▶ _PROBLEM REQUIREMENTS_:
Can you pull out each line of the data below that includes the word "RANDOM"?

▶ _AVAILABLE DATA_:
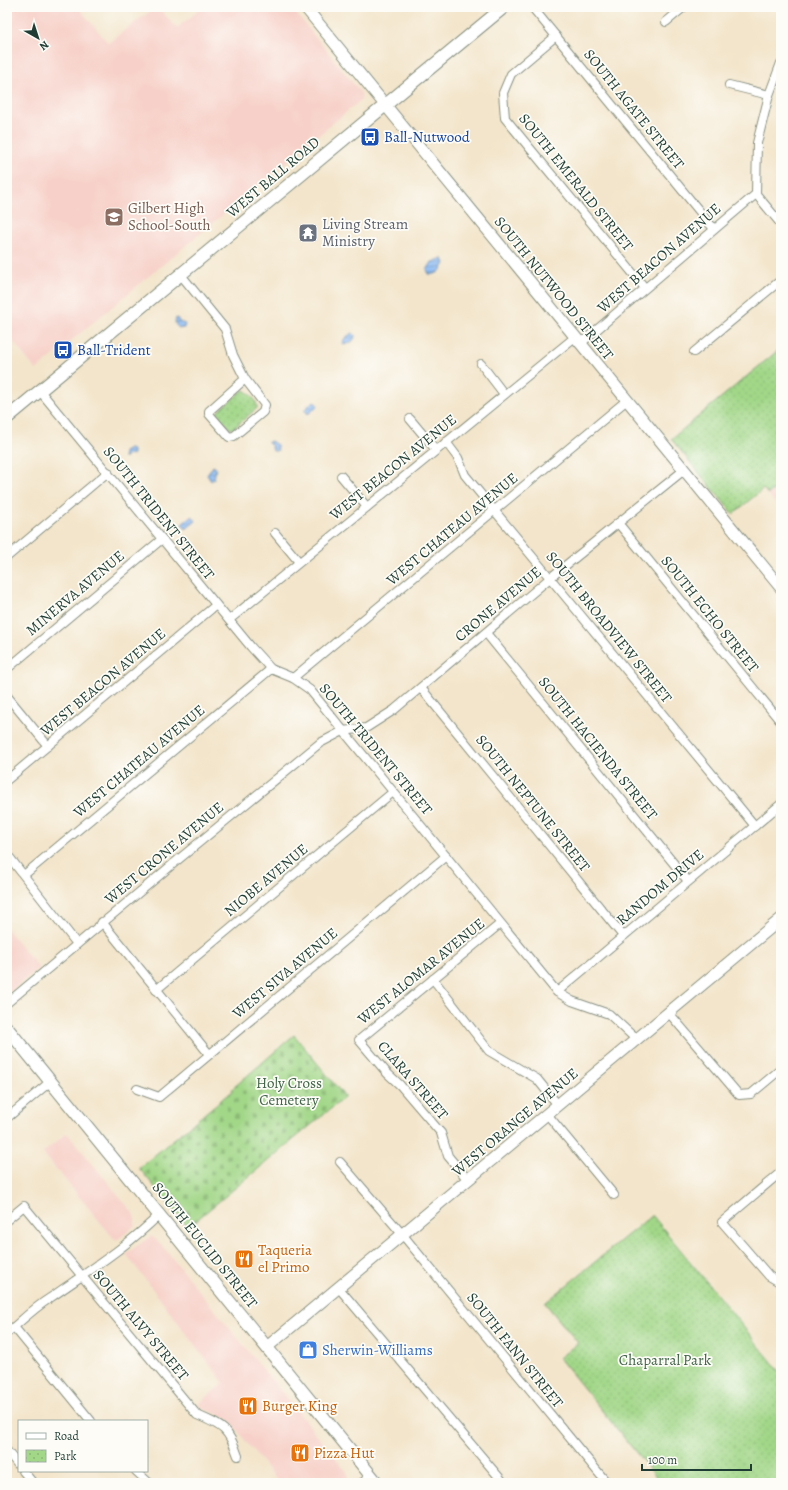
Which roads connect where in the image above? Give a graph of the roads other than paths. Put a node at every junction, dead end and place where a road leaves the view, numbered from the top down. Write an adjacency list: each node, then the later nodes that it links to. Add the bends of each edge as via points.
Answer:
1 (304, 7): 10 (street, SOUTH NUTWOOD STREET)
2 (504, 7): 10 (main road, WEST BALL ROAD)
3 (532, 7): 6 (street, SOUTH AGATE STREET)
4 (684, 7): 5 (street)
5 (666, 22)
6 (556, 36): 13 (street, SOUTH AGATE STREET); 16 (street, SOUTH EMERALD STREET, via 511,74 502,93 505,118)
7 (781, 63): 9 (street)
8 (729, 85): 9 (street)
9 (768, 95): 11 (street, via 757,143)
10 (384, 106): 14 (main road, WEST BALL ROAD); 17 (street, SOUTH NUTWOOD STREET)
11 (756, 194): 12 (street); 13 (street, WEST BEACON AVENUE)
12 (781, 224)
13 (714, 229): 16 (street, WEST BEACON AVENUE)
14 (180, 275): 20 (street, via 225,329 233,355); 21 (main road, WEST BALL ROAD)
15 (781, 280): 18 (street)
16 (645, 288): 17 (street, WEST BEACON AVENUE)
17 (578, 340): 22 (street, WEST BEACON AVENUE); 23 (street, SOUTH NUTWOOD STREET)
18 (694, 352)
19 (481, 364): 22 (street)
20 (245, 379): 20 (street, via 209,411 229,437 234,436 265,408 264,403)
21 (40, 391): 24 (main road, WEST BALL ROAD); 29 (street, SOUTH TRIDENT STREET)
22 (504, 394): 26 (street, WEST BEACON AVENUE)
23 (627, 400): 28 (street, SOUTH NUTWOOD STREET); 32 (street, WEST CHATEAU AVENUE)
24 (7, 418)
25 (410, 419): 27 (street)
26 (446, 442): 27 (street, WEST BEACON AVENUE); 32 (street, SOUTH BROADVIEW STREET, via 466,475)
27 (436, 450): 31 (street, WEST BEACON AVENUE)
28 (684, 470): 33 (street, CRONE AVENUE); 39 (street, SOUTH NUTWOOD STREET)
29 (108, 472): 35 (street, SOUTH TRIDENT STREET); 36 (street)
30 (341, 476): 31 (street)
31 (367, 507): 37 (street, WEST BEACON AVENUE)
32 (495, 511): 38 (street, SOUTH BROADVIEW STREET); 45 (street, WEST CHATEAU AVENUE)
33 (618, 524): 38 (street, CRONE AVENUE); 48 (street, SOUTH ECHO STREET)
34 (274, 532): 37 (street)
35 (162, 539): 40 (street, SOUTH TRIDENT STREET); 43 (street, MINERVA AVENUE)
36 (7, 557)
37 (299, 562): 41 (street, WEST BEACON AVENUE)
38 (550, 578): 42 (street, CRONE AVENUE); 54 (street, SOUTH BROADVIEW STREET)
39 (781, 588)
40 (216, 605): 41 (street, SOUTH TRIDENT STREET); 50 (street, WEST BEACON AVENUE)
41 (229, 620): 44 (street, SOUTH TRIDENT STREET)
42 (486, 632): 46 (street, CRONE AVENUE); 58 (street, SOUTH HACIENDA STREET)
43 (7, 669)
44 (271, 669): 45 (street, SOUTH TRIDENT STREET); 57 (street, WEST CHATEAU AVENUE)
45 (293, 678): 49 (street, SOUTH TRIDENT STREET, via 310,690)
46 (421, 688): 49 (street, CRONE AVENUE, via 366,728); 62 (street, SOUTH NEPTUNE STREET)
47 (7, 696): 50 (street)
48 (781, 722)
49 (343, 731): 52 (street, SOUTH TRIDENT STREET); 60 (street, WEST CRONE AVENUE, via 313,748)
50 (48, 746): 51 (street, WEST BEACON AVENUE)
51 (7, 780)
52 (393, 792): 56 (street, SOUTH TRIDENT STREET); 65 (street, NIOBE AVENUE)
53 (781, 804): 54 (street, RANDOM DRIVE)
54 (755, 826): 58 (street, RANDOM DRIVE)
55 (7, 854): 57 (street)
56 (446, 856): 61 (street, SOUTH TRIDENT STREET); 72 (street, WEST SIVA AVENUE)
57 (24, 875): 63 (street)
58 (688, 881): 62 (street, RANDOM DRIVE)
59 (781, 919): 68 (street, WEST ORANGE AVENUE)
60 (102, 922): 63 (street, WEST CRONE AVENUE); 65 (street)
61 (500, 924): 64 (street, WEST ALOMAR AVENUE); 66 (street, SOUTH TRIDENT STREET)
62 (622, 936): 66 (street, RANDOM DRIVE)
63 (77, 944): 67 (street, WEST CRONE AVENUE)
64 (433, 979): 70 (street, WEST ALOMAR AVENUE); 76 (street, via 489,1051 537,1079)
65 (156, 990): 72 (street)
66 (557, 992): 71 (street, SOUTH TRIDENT STREET, via 572,1001 609,1014)
67 (7, 1003)
68 (669, 1013): 71 (street, WEST ORANGE AVENUE); 73 (street, via 739,1094 751,1094)
69 (7, 1028): 74 (main road, SOUTH EUCLID STREET)
70 (359, 1040): 81 (street, CLARA STREET, via 441,1133 448,1156)
71 (636, 1040): 76 (street, WEST ORANGE AVENUE)
72 (209, 1054): 75 (street, WEST SIVA AVENUE, via 159,1097)
73 (781, 1069)
74 (51, 1082): 78 (street); 83 (main road, SOUTH EUCLID STREET)
75 (137, 1089)
76 (558, 1105): 77 (street, WEST ORANGE AVENUE)
77 (547, 1114): 81 (street, WEST ORANGE AVENUE); 82 (street)
78 (7, 1118)
79 (340, 1162): 85 (street, SOUTH FANN STREET)
80 (781, 1172): 87 (street, via 722,1222 768,1276)
81 (468, 1180): 85 (street, WEST ORANGE AVENUE)
82 (614, 1195)
83 (160, 1214): 86 (street, via 147,1227); 91 (main road, SOUTH EUCLID STREET)
84 (7, 1220): 86 (street, SOUTH ALVY STREET, via 24,1206)
85 (402, 1234): 88 (street, WEST ORANGE AVENUE); 102 (street, SOUTH FANN STREET)
86 (82, 1276): 89 (street, via 48,1298); 94 (street, SOUTH ALVY STREET, via 197,1415 218,1424 232,1438)
87 (781, 1283)
88 (338, 1287): 91 (street, WEST ORANGE AVENUE); 101 (street)
89 (14, 1327): 90 (street); 92 (street)
90 (7, 1333)
91 (267, 1347): 98 (main road, SOUTH EUCLID STREET)
92 (90, 1420)
93 (7, 1451): 95 (street)
94 (238, 1456)
95 (18, 1465)
96 (24, 1472): 99 (street)
97 (137, 1472): 100 (street)
98 (370, 1481)
99 (33, 1483)
100 (149, 1483)
101 (504, 1483)
102 (607, 1483)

▶ _TASK RESPONSE_:
53 (781, 804): 54 (street, RANDOM DRIVE)
54 (755, 826): 58 (street, RANDOM DRIVE)
58 (688, 881): 62 (street, RANDOM DRIVE)
62 (622, 936): 66 (street, RANDOM DRIVE)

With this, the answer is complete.